We had Coopers on out rig when we bought it, they were only about a year old from purchase date. (our rig is F350 7.3 PS with a Bigfoot 1500, so pretty heavy)
Two years into our ownership and we had massive sidewall cord separation on tire and signs of it happening on other tires. At that point the tires were only 4 years old by DOT date and maybe only 15K total miles on them.

We are pretty religious about checking tire pressures, but the truck does/did sit (We both WFH, even before the pandemic and we don’t daily drive it and the PO used it only as their RV as well)

We replaced them with E rated Wranglers(I don’t recall which specific Wrangler model,and they have been fine, we don’t expect 50K miles out of them, we just don’t get to get away that often, and I suspect the tires will be aged out before they are worn out. (Especially since we didn’t have a big trip this year with covid and all) so we decided to go for a more off-road AT+Snow focused tire.
In an abundance of caution we age out tires between 5-7 years depending on sidewall condition, regardless of remaining tread depth.

They are noisy but you can’t hear them over the 7.3 powersmoke so that’s a non-issue for us.
They are an-order-of-magnitude better compared to the Coopers off road, with a more compliant ride, way more traction. A downside, they do pick up a lot more gravel and toss it, so we are getting ready to add larger mud flaps, and we go slow when we leave gravel roads for pavement just to keep the tossed rocks from going too far. most of our off road mileage is forest service, fire and logging roads, with some high desert sandy wash. Not a lot of wheeling, but we do regularly air down when off road.

On road manners are pretty good for an AT 3-peak snowflake rated tire.
Mileage has stayed the same from the Coopers to these ones (15 mpg, loaded or unloaded)

Overall I’m happy with the Wranglers, but we were forced into buying them as that’s what the tire shop had in-stock in the type of tires we were looking for when we needed tires when the coopers went south.

The upside of this whole tire thing was that when we were trying to figure out what was wrong with the truck before knowing it was the tires we found that our steering dragbar was starting to age out so we were able to inspect that and get it fixed, and now we are keeping a much closer look at all the front suspension parts.

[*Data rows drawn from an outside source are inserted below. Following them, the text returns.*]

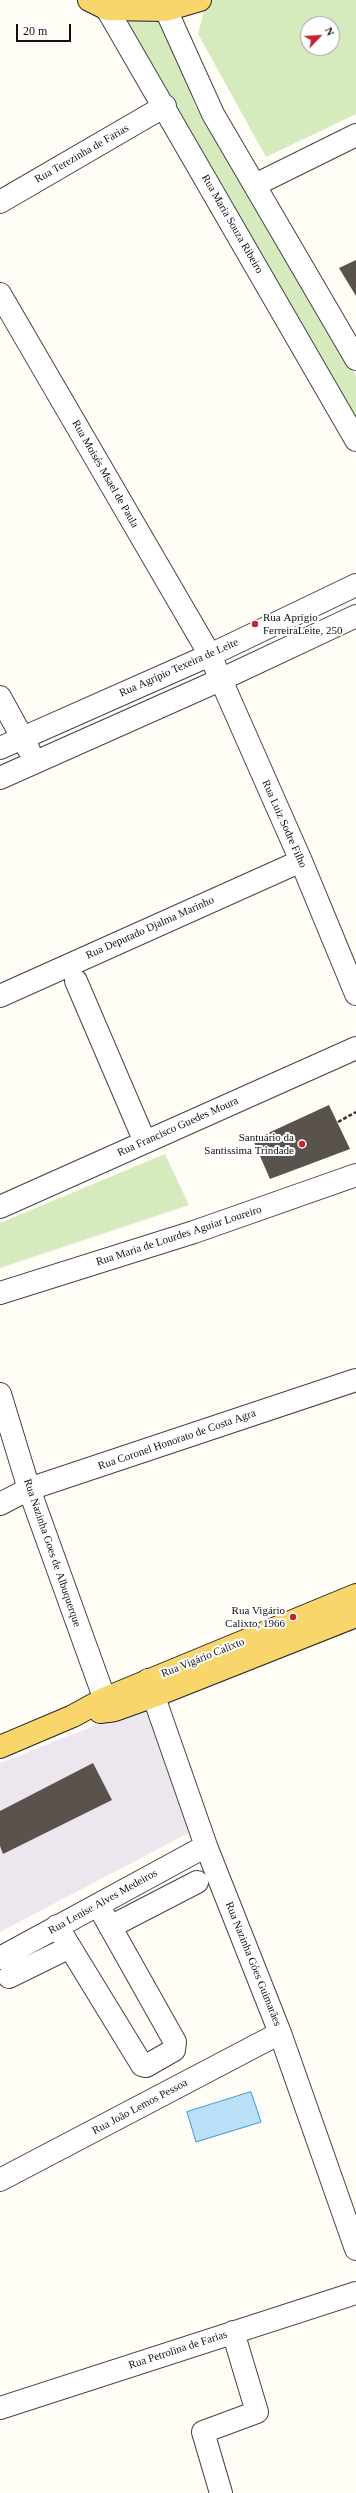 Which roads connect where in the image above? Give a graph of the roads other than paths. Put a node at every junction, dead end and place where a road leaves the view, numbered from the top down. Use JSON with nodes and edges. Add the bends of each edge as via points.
{"nodes":[{"id":1,"x":200,"y":0,"type":"edge"},
{"id":2,"x":98,"y":4,"type":"edge"},
{"id":3,"x":166,"y":10,"type":"junction"},
{"id":4,"x":165,"y":106,"type":"junction"},
{"id":5,"x":356,"y":135,"type":"edge"},
{"id":6,"x":255,"y":185,"type":"junction"},
{"id":7,"x":0,"y":202,"type":"edge"},
{"id":8,"x":0,"y":294,"type":"edge"},
{"id":9,"x":356,"y":359,"type":"edge"},
{"id":10,"x":356,"y":440,"type":"edge"},
{"id":11,"x":356,"y":585,"type":"edge"},
{"id":12,"x":356,"y":616,"type":"edge"},
{"id":13,"x":210,"y":655,"type":"junction"},
{"id":14,"x":220,"y":680,"type":"junction"},
{"id":15,"x":0,"y":697,"type":"edge"},
{"id":16,"x":23,"y":738,"type":"junction"},
{"id":17,"x":0,"y":748,"type":"edge"},
{"id":18,"x":36,"y":763,"type":"junction"},
{"id":19,"x":0,"y":778,"type":"edge"},
{"id":20,"x":301,"y":861,"type":"junction"},
{"id":21,"x":76,"y":981,"type":"dead end"},
{"id":22,"x":356,"y":994,"type":"edge"},
{"id":23,"x":0,"y":996,"type":"edge"},
{"id":24,"x":356,"y":1048,"type":"edge"},
{"id":25,"x":146,"y":1142,"type":"junction"},
{"id":26,"x":356,"y":1175,"type":"edge"},
{"id":27,"x":0,"y":1207,"type":"edge"},
{"id":28,"x":0,"y":1292,"type":"edge"},
{"id":29,"x":356,"y":1380,"type":"edge"},
{"id":30,"x":0,"y":1394,"type":"edge"},
{"id":31,"x":29,"y":1489,"type":"junction"},
{"id":32,"x":0,"y":1504,"type":"edge"},
{"id":33,"x":356,"y":1595,"type":"edge"},
{"id":34,"x":356,"y":1616,"type":"edge"},
{"id":35,"x":151,"y":1688,"type":"junction"},
{"id":36,"x":106,"y":1705,"type":"junction"},
{"id":37,"x":0,"y":1747,"type":"edge"},
{"id":38,"x":206,"y":1846,"type":"junction"},
{"id":39,"x":197,"y":1882,"type":"dead end"},
{"id":40,"x":98,"y":1905,"type":"junction"},
{"id":41,"x":58,"y":1926,"type":"junction"},
{"id":42,"x":110,"y":1927,"type":"junction"},
{"id":43,"x":70,"y":1947,"type":"junction"},
{"id":44,"x":4,"y":1967,"type":"edge"},
{"id":45,"x":280,"y":2033,"type":"junction"},
{"id":46,"x":0,"y":2180,"type":"edge"},
{"id":47,"x":356,"y":2249,"type":"edge"},
{"id":48,"x":356,"y":2292,"type":"edge"},
{"id":49,"x":232,"y":2332,"type":"junction"},
{"id":50,"x":0,"y":2408,"type":"edge"},
{"id":51,"x":221,"y":2493,"type":"edge"}],
"edges":[{"from":1,"to":3,"type":"main road"},
{"from":2,"to":3,"type":"main road"},
{"from":2,"to":4,"type":"street","name":"Rua Maria Souza Ribeiro"},
{"from":3,"to":6,"type":"street","via":[[213,114]]},
{"from":4,"to":7,"type":"street","name":"Rua Terezinha de Farias"},
{"from":4,"to":10,"type":"street","name":"Rua Maria Souza Ribeiro"},
{"from":5,"to":6,"type":"street"},
{"from":6,"to":9,"type":"street"},
{"from":8,"to":13,"type":"street","name":"Rua Moisés Msael de Paula"},
{"from":11,"to":13,"type":"street","name":"Rua Agrípio Texeira de Leite"},
{"from":12,"to":14,"type":"street"},
{"from":13,"to":14,"type":"street","name":"Rua Luiz Sodre Filho"},
{"from":13,"to":16,"type":"street","name":"Rua Agrípio Texeira de Leite"},
{"from":14,"to":18,"type":"street"},
{"from":14,"to":20,"type":"street","name":"Rua Luiz Sodre Filho"},
{"from":15,"to":16,"type":"street"},
{"from":16,"to":17,"type":"street","name":"Rua Agrípio Texeira de Leite"},
{"from":16,"to":18,"type":"street"},
{"from":18,"to":19,"type":"street"},
{"from":20,"to":22,"type":"street","name":"Rua Luiz Sodre Filho"},
{"from":20,"to":23,"type":"street","name":"Rua Deputado Djalma Marinho"},
{"from":21,"to":25,"type":"street"},
{"from":24,"to":25,"type":"street","name":"Rua Francisco Guedes Moura"},
{"from":25,"to":27,"type":"street","name":"Rua Francisco Guedes Moura"},
{"from":26,"to":28,"type":"street","name":"Rua Maria de Lourdes Aguiar Loureiro","via":[[194,1232]]},
{"from":29,"to":31,"type":"street","name":"Rua Coronel Honorato de Costa Agra"},
{"from":30,"to":31,"type":"street","name":"Rua Nazinha Goes de Albuquerque"},
{"from":31,"to":32,"type":"street","name":"Rua Coronel Honorato de Costa Agra"},
{"from":31,"to":36,"type":"street","name":"Rua Nazinha Goes de Albuquerque"},
{"from":33,"to":35,"type":"main road","name":"Rua Vigário Calixto"},
{"from":34,"to":35,"type":"main road","name":"Rua Vigário Calixto"},
{"from":35,"to":36,"type":"main road","name":"Rua Vigário Calixto"},
{"from":35,"to":38,"type":"street","name":"Rua Nazinha Góes Guimarães"},
{"from":36,"to":37,"type":"main road","name":"Rua Vigário Calixto"},
{"from":38,"to":40,"type":"street","name":"Rua Lenise Alves Medeiros"},
{"from":38,"to":45,"type":"street","name":"Rua Nazinha Góes Guimarães"},
{"from":39,"to":42,"type":"street"},
{"from":40,"to":41,"type":"street","name":"Rua Lenise Alves Medeiros"},
{"from":40,"to":42,"type":"street"},
{"from":41,"to":43,"type":"street"},
{"from":41,"to":44,"type":"street","name":"Rua Lenise Alves Medeiros"},
{"from":42,"to":43,"type":"street","via":[[175,2042],[174,2050],[146,2066],[142,2065]]},
{"from":43,"to":44,"type":"street"},
{"from":45,"to":46,"type":"street","name":"Rua João Lemos Pessoa"},
{"from":45,"to":47,"type":"street","name":"Rua Nazinha Góes Guimarães"},
{"from":48,"to":49,"type":"street","name":"Rua Petrolina de Farias"},
{"from":49,"to":50,"type":"street","name":"Rua Petrolina de Farias"},
{"from":49,"to":51,"type":"street","via":[[257,2412],[203,2432]]}]} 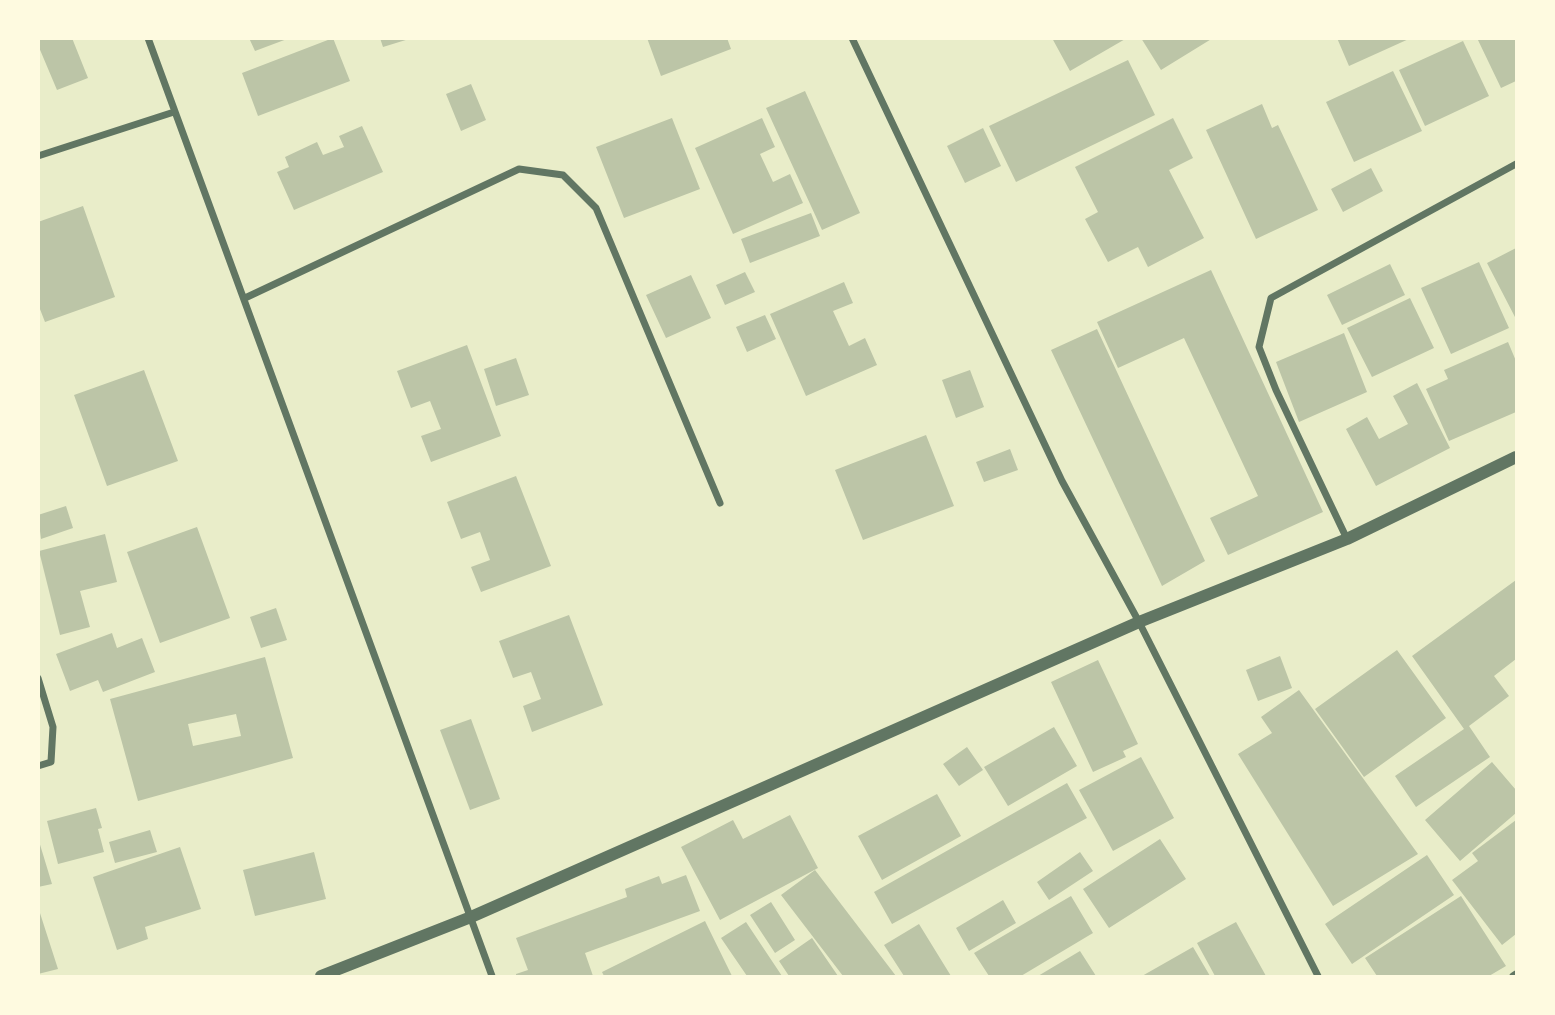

On our Tacoma (which only has a topper) we last ran Hankook Dynapro (same tire size as we run on the Ford) and when they were new they were decent tires but as they aged they became much worse, and their really stiff sidewall really sent the stock Prerunner suspension into fits. when they got past 70% of tread life they got really sketchy with unpredictable oversteer (and that’s with the very anemic V6 automatic that is stock in an 03 Tacoma Prerunner)
Those tires were replaced with the the stock BFGoodrich TA II
A tire that’s a lot louder vs the Hankooks but like the wranglers they offer much better off road performance. (which is what we wanted as we shifted the taco away from freeway trips and towing, to more off road exploring.)
We did notice the softer sidewall really improved the handling of the Tacoma.
I’ve not needed to air them down yet so I can’t give input in that area, but the first set of tires were fine aired down.